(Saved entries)
[Start of Attachment]

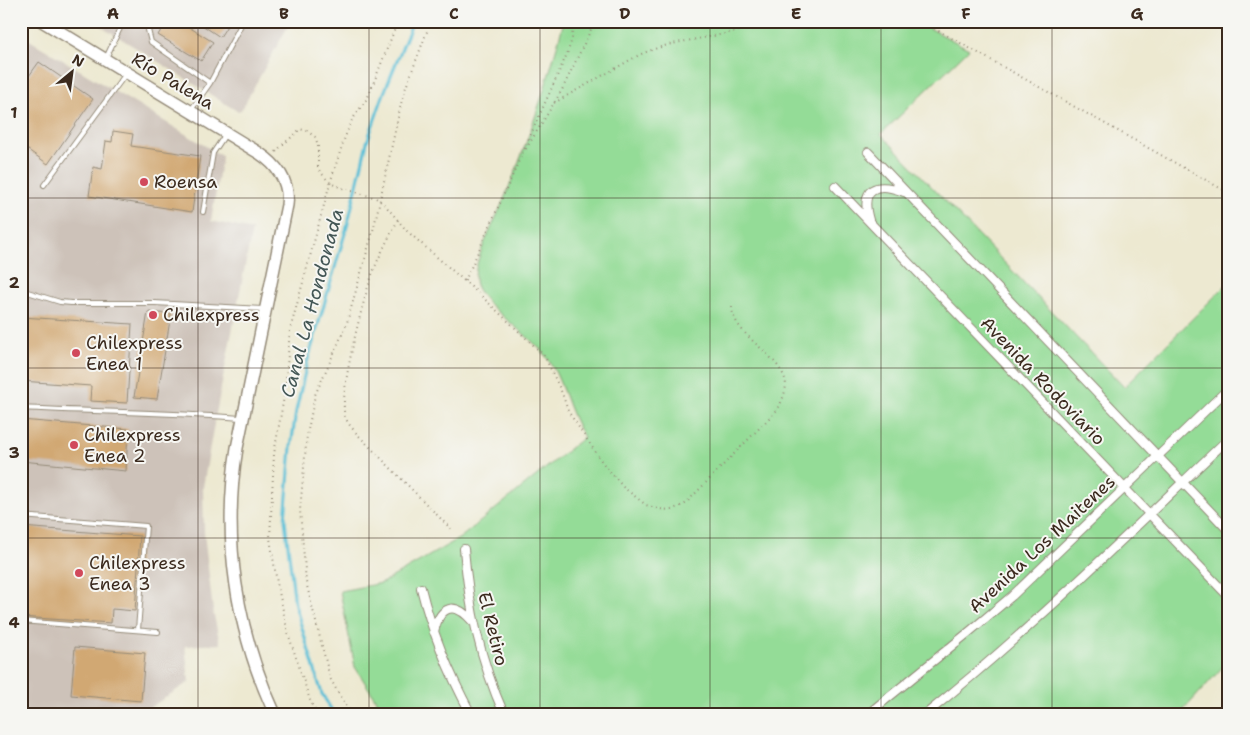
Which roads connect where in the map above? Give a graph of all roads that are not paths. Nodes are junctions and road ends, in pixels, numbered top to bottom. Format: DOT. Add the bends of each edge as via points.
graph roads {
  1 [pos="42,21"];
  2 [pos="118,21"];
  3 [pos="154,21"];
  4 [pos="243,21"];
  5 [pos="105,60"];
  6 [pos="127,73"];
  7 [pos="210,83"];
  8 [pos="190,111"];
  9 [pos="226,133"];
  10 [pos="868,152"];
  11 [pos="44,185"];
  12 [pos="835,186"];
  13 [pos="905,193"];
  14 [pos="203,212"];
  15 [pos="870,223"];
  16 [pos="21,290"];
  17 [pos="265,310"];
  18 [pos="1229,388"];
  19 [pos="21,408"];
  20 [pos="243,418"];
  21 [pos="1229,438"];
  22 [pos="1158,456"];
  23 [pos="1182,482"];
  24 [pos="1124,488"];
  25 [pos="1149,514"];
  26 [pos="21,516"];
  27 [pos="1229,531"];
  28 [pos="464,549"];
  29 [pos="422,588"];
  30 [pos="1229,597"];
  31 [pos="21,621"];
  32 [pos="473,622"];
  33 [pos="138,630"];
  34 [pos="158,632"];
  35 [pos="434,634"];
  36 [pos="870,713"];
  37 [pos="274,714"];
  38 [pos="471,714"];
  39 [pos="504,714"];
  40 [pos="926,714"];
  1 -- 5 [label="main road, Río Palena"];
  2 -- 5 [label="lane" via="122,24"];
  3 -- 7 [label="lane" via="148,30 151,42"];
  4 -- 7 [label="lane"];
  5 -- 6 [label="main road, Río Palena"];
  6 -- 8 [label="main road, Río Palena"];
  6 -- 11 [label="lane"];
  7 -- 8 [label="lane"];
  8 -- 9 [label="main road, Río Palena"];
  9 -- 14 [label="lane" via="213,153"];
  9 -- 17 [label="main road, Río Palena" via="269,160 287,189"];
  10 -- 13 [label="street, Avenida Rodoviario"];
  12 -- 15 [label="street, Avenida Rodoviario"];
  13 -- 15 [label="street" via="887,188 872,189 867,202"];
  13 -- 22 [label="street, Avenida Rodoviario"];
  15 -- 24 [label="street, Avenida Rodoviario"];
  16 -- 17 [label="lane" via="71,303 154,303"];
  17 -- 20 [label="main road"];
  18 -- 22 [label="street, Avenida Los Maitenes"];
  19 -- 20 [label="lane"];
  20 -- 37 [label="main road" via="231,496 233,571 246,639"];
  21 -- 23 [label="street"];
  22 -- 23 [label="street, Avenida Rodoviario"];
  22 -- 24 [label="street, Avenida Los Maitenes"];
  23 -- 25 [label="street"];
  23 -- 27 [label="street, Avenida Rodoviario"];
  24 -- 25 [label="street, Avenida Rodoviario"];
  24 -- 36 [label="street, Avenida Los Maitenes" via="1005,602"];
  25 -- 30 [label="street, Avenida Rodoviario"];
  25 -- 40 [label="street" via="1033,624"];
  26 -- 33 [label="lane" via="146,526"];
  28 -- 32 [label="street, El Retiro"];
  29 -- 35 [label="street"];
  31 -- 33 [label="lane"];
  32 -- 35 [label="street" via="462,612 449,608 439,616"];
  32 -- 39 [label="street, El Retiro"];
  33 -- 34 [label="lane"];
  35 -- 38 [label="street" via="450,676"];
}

[End of Attachment]

WORK INSTRUCTION => The result should be every line that contains "Avenida", copied from the entries.

SOLVED PROBLEM =>
  10 -- 13 [label="street, Avenida Rodoviario"];
  12 -- 15 [label="street, Avenida Rodoviario"];
  13 -- 22 [label="street, Avenida Rodoviario"];
  15 -- 24 [label="street, Avenida Rodoviario"];
  18 -- 22 [label="street, Avenida Los Maitenes"];
  22 -- 23 [label="street, Avenida Rodoviario"];
  22 -- 24 [label="street, Avenida Los Maitenes"];
  23 -- 27 [label="street, Avenida Rodoviario"];
  24 -- 25 [label="street, Avenida Rodoviario"];
  24 -- 36 [label="street, Avenida Los Maitenes" via="1005,602"];
  25 -- 30 [label="street, Avenida Rodoviario"];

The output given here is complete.